The Gospel of Matthew comes from a time and place of religious persecution. So the words placed in the mouth of Jesus were as contemporary in 85-90 as they were before the crucifixion. Most of these sayings are straight-forward and easy to understand, but one does require some explanation. In Matthew 10:23, the author makes Jesus say, “…for I tell you, you will not have gone through all the towns of Israel before the Son of Man arrives.”
Compare this to Matthew 16:28, in which the author makes Jesus say that some standing in his presence will not die before the coming of the Son of Man in his Kingdom. And consider Mark 9:1, which quotes Jesus as saying that some in his presence will not die before seeing the coming of the Kingdom of God with power. Luke 9:27 is quite similar to Mark 9:1. I write these devotions in a series, so I refer now to an entry from a few days ago: The Gospel of Matthew establishes that the Kingdom of God/Kingdom of Heaven predates the beginning of the ministry of Jesus. By the time of the writing of the Gospels the Christian message had begun to take root. So this was the Kingdom of God coming with power. It is also true that many Christians of the first generation expected Jesus to return within their lifetimes; even the Apostle Paul did. So the persecuted Church during the 85-90 timeframe grasped at this hope, and this is the best explanation as to why Matthew (or whoever wrote this gospel) quotes Jesus as he does.
Now, for the Hebrew Scriptures….
Joseph did not get into trouble because of his faithfulness, but the Joseph Epic tells of how God used the evil plans of most of his brothers to help Joseph, those brothers, the people of Egypt, and many people in neighboring lands. The faithful person on whom I focus now is Jacob/Israel, who suffered for years under the lie that his son Joseph was dead. So imagine his joy when he learned that Joseph was alive and when he met his long-lost son again. This is an emotional and beautiful scene.
The Bible’s treatment of Gentiles varies from text to text. Sometimes they are the undesirable people, and frequently persecutors of the Jews. But many Gentiles receive favorable treatment in both Testaments. Consider Cyrus the Great of Persia and Cornelius the Centurion, for example. And think about the unnamed Pharaoh who welcomed Joseph’s family into Egypt, even sending the ancient equivalents of moving vans.
Sometimes Gentiles are allies of the Hebrews/Jews, and sometimes they are pagans and heathens. By the way, the English words “pagan” and “heathen” have fascinating etymologies. “Pagan” comes from the Latin word for villager. And “heathen” is related to “heath,” or field. So pagans lived in villages and heathens in the boondocks. Nascent Christianity spread most rapidly in urban centers, and occupants of rural areas tended to cling to old religous ideas. (Here ends the word history lesson.)
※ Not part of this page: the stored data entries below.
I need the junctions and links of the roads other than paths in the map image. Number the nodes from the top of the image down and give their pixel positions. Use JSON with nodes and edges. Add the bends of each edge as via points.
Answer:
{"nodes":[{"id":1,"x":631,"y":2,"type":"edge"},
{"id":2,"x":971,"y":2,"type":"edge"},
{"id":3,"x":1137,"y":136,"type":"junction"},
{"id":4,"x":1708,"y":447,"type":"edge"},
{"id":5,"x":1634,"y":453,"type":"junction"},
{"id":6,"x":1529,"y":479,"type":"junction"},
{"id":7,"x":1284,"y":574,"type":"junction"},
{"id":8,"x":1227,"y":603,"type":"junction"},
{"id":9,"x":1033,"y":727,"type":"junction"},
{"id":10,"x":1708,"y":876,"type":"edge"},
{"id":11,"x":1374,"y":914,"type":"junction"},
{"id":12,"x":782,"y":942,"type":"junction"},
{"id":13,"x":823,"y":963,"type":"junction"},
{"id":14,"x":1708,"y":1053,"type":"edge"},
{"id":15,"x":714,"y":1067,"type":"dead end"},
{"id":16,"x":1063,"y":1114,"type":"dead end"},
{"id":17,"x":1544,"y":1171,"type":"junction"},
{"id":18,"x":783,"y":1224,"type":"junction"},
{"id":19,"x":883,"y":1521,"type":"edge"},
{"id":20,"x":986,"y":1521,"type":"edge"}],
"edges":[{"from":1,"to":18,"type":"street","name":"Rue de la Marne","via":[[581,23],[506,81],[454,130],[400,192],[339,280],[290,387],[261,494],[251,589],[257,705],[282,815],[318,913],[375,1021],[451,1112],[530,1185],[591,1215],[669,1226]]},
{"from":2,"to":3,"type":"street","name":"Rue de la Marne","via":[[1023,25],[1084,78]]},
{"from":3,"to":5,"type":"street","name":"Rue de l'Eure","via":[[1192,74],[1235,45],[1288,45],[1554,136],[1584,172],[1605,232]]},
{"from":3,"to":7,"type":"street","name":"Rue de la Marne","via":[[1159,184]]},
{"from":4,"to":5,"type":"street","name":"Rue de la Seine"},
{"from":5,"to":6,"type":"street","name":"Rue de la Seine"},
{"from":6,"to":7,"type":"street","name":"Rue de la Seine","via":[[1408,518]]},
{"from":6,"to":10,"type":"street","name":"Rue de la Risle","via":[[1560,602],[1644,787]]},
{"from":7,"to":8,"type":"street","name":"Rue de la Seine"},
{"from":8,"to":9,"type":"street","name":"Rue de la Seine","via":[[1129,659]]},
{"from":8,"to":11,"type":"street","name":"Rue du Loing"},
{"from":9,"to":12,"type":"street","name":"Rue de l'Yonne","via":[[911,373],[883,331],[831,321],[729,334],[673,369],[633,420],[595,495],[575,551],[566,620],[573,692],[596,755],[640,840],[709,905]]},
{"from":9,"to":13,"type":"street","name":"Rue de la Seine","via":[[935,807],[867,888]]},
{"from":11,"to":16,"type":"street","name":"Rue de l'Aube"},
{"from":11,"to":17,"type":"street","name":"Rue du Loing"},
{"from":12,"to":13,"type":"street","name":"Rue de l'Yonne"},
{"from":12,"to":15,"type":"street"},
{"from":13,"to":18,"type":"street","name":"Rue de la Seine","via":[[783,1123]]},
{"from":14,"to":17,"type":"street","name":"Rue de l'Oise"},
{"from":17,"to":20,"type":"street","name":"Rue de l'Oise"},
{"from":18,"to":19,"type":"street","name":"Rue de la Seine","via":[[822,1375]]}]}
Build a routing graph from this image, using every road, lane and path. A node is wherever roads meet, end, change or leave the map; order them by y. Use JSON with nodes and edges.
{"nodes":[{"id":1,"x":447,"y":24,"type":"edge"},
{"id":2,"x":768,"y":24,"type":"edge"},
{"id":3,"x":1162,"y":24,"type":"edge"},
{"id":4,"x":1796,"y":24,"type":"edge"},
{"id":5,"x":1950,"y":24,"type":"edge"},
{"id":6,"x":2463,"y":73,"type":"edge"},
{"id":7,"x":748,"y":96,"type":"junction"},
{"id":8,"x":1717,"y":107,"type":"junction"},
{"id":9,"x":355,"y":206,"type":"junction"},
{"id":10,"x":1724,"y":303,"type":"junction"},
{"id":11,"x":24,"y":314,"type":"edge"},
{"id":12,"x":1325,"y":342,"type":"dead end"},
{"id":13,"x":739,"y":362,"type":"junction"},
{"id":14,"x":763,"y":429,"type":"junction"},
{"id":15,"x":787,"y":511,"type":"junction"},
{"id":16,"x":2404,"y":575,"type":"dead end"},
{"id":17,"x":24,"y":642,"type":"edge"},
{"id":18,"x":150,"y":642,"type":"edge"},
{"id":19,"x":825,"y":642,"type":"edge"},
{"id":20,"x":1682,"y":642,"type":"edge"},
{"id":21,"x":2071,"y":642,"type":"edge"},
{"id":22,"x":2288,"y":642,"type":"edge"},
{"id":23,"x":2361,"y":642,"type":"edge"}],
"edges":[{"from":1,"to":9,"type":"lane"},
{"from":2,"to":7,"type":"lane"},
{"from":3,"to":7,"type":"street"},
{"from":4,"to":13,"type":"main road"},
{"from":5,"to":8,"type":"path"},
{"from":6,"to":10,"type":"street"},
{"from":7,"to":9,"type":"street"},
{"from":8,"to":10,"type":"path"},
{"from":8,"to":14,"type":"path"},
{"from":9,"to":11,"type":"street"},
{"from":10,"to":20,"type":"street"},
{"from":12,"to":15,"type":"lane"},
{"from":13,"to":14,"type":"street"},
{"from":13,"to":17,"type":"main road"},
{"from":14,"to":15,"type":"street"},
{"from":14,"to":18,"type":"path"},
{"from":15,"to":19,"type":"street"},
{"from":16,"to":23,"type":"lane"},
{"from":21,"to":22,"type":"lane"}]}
The ultimate good news to take away from these readings is that, through it all and despite how our ordeals end, God is ever-present. We cannot escape from the presence of God. So, are we on God’s side? If we are, God will be on ours. We will not suffer alone.
I write this devotion on Christmas Eve 2010, so the Navitity of Our Lord is very much on my mind. This is a joyous occasion, but one not unmarred by foreshadowing of terrible events. Christmas leads to Good Friday, which yields to Easter. God was with Jesus, of course. The Trinity defies human logic (perhaps one purpose of it), but Jesus was God. (Just appreciate and enjoy the mystery.) If fidelity to God were the road to Easy Street, the life of Jesus would have been quite different, not including an execution. But God was with him, just as God was with Jacob/Israel and Joseph, his son.